►

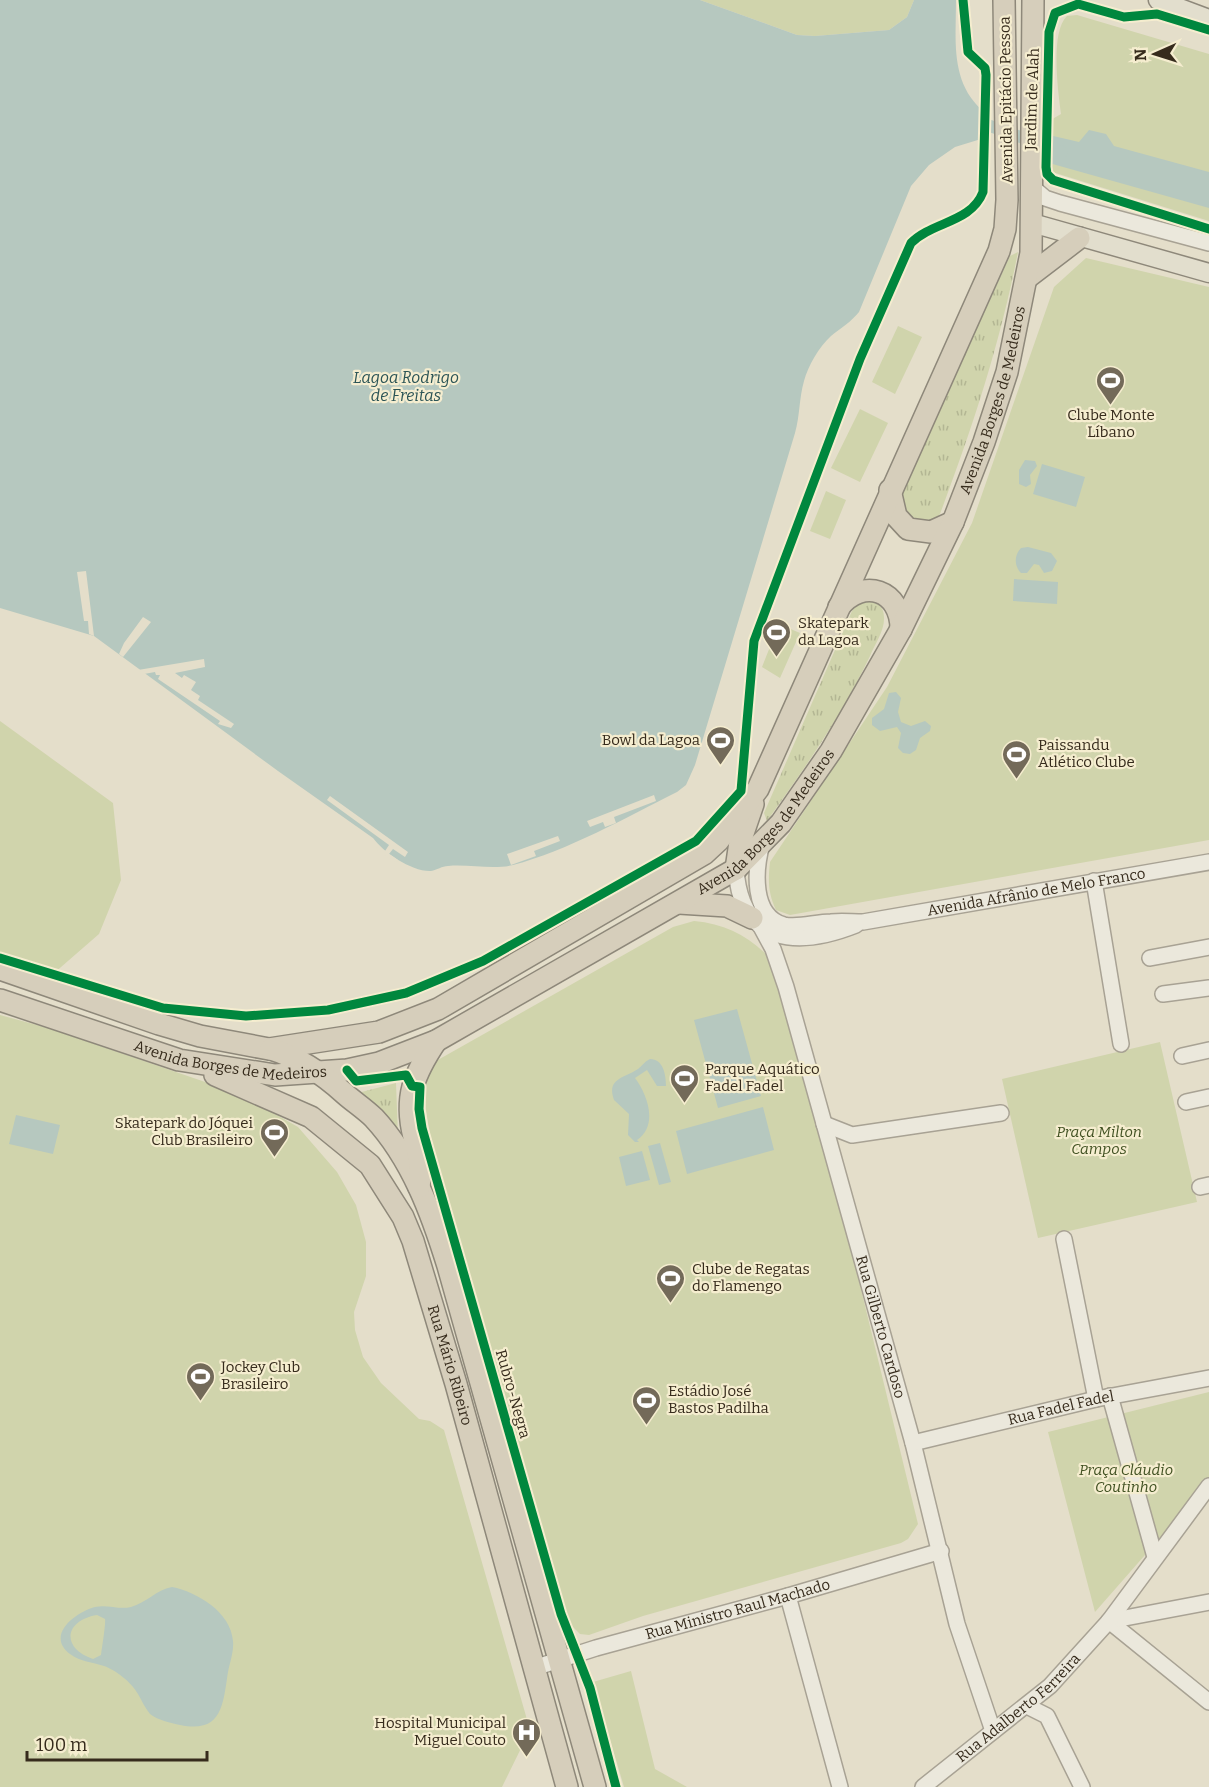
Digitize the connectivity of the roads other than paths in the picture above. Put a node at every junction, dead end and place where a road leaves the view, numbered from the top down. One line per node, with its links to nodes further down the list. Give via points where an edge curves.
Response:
1 (1004, 0): 6 (highway, Avenida Epitácio Pessoa)
2 (1033, 0): 5 (highway, Avenida Epitácio Pessoa)
3 (1158, 0): 4 (main road)
4 (1209, 19)
5 (1031, 179): 7 (highway, Avenida Epitácio Pessoa); 9 (street, via 1045,198)
6 (1007, 200): 7 (highway, via 1015,212); 12 (highway, Avenida Borges de Medeiros, via 1003,240 994,266)
7 (1032, 223): 8 (main road); 11 (highway, Avenida Borges de Medeiros)
8 (1079, 238): 10 (main road); 11 (highway)
9 (1209, 243)
10 (1209, 273)
11 (1028, 277): 13 (highway, Avenida Borges de Medeiros, via 1007,372)
12 (890, 490): 13 (highway, via 896,516 908,529 931,532); 14 (highway, Avenida Borges de Medeiros)
13 (953, 522): 15 (highway, Avenida Borges de Medeiros)
14 (836, 611): 15 (highway, via 856,593 881,593 898,608); 16 (highway, Avenida Borges de Medeiros)
15 (901, 629): 17 (highway, Avenida Borges de Medeiros, via 831,751)
16 (758, 789): 19 (highway, via 740,842); 32 (highway, Avenida Borges de Medeiros, via 704,854 438,1009 379,1032)
17 (762, 844): 19 (highway, Avenida Borges de Medeiros); 22 (street, Avenida Afrânio de Melo Franco, via 757,888 765,909 775,921 795,926)
18 (1209, 862): 20 (street, Avenida Afrânio de Melo Franco)
19 (736, 869): 21 (highway, Avenida Borges de Medeiros); 23 (street, via 740,895)
20 (1094, 881): 22 (street, Avenida Afrânio de Melo Franco); 31 (street)
21 (679, 903): 23 (highway, via 719,904); 30 (highway, Avenida Borges de Medeiros)
22 (863, 922): 23 (street, Avenida Afrânio de Melo Franco, via 831,935 803,939 783,937)
23 (756, 923): 40 (street, Rua Gilberto Cardoso, via 778,962)
24 (1209, 947): 25 (street)
25 (1150, 958)
26 (0, 969): 32 (highway, Avenida Borges de Medeiros, via 159,1024)
27 (1209, 988): 28 (street)
28 (1163, 994)
29 (0, 1000): 35 (highway, Avenida Borges de Medeiros)
30 (436, 1041): 36 (highway, Avenida Borges de Medeiros, via 379,1063); 43 (highway, via 414,1075 412,1086 411,1120 420,1156)
31 (1121, 1044)
32 (269, 1049): 36 (highway, Rua Mário Ribeiro)
33 (1209, 1050): 34 (street)
34 (1182, 1056)
35 (179, 1060): 36 (highway, Avenida Borges de Medeiros, via 275,1075); 55 (highway, Rua Mário Ribeiro, via 311,1117 370,1165 391,1195 413,1241)
36 (318, 1072): 43 (highway, Rua Mário Ribeiro, via 373,1118 392,1141)
37 (1209, 1097): 38 (street)
38 (1186, 1102)
39 (1001, 1113): 41 (street)
40 (824, 1124): 41 (street); 42 (street, Rua Gilberto Cardoso)
41 (852, 1135): 42 (street)
42 (833, 1156): 47 (street, Rua Gilberto Cardoso)
43 (419, 1187): 54 (highway, Rua Mário Ribeiro, via 448,1266)
44 (1064, 1239): 46 (street)
45 (1209, 1378): 46 (street, Rua Fadel Fadel)
46 (1103, 1398): 47 (street, Rua Fadel Fadel); 50 (street)
47 (912, 1443): 49 (street, Rua Gilberto Cardoso)
48 (1209, 1486): 50 (street, Rua Adalberto Ferreira)
49 (941, 1551): 51 (street, Rua Ministro Raul Machado); 58 (street, Rua Gilberto Cardoso, via 960,1634)
50 (1155, 1557): 53 (street, Rua Adalberto Ferreira)
51 (788, 1596): 54 (street, Rua Ministro Raul Machado); 61 (street)
52 (1209, 1602): 53 (street)
53 (1109, 1621): 56 (street); 57 (street, Rua Adalberto Ferreira)
54 (559, 1659): 55 (street, Rua Ministro Raul Machado); 60 (highway, Rua Mário Ribeiro)
55 (534, 1668): 59 (highway, Rua Mário Ribeiro)
56 (1209, 1702)
57 (1027, 1706): 58 (street, Rua Adalberto Ferreira); 63 (street, via 1047,1716)
58 (993, 1731): 62 (street, Rua Adalberto Ferreira)
59 (567, 1787)
60 (595, 1787)
61 (840, 1787)
62 (923, 1787)
63 (1082, 1787)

◄

_ASSIGNMENT_
Search the entries above for the string "Ribeiro". Copy each line in which it appears.

_SOLUTION_
32 (269, 1049): 36 (highway, Rua Mário Ribeiro)
35 (179, 1060): 36 (highway, Avenida Borges de Medeiros, via 275,1075); 55 (highway, Rua Mário Ribeiro, via 311,1117 370,1165 391,1195 413,1241)
36 (318, 1072): 43 (highway, Rua Mário Ribeiro, via 373,1118 392,1141)
43 (419, 1187): 54 (highway, Rua Mário Ribeiro, via 448,1266)
54 (559, 1659): 55 (street, Rua Ministro Raul Machado); 60 (highway, Rua Mário Ribeiro)
55 (534, 1668): 59 (highway, Rua Mário Ribeiro)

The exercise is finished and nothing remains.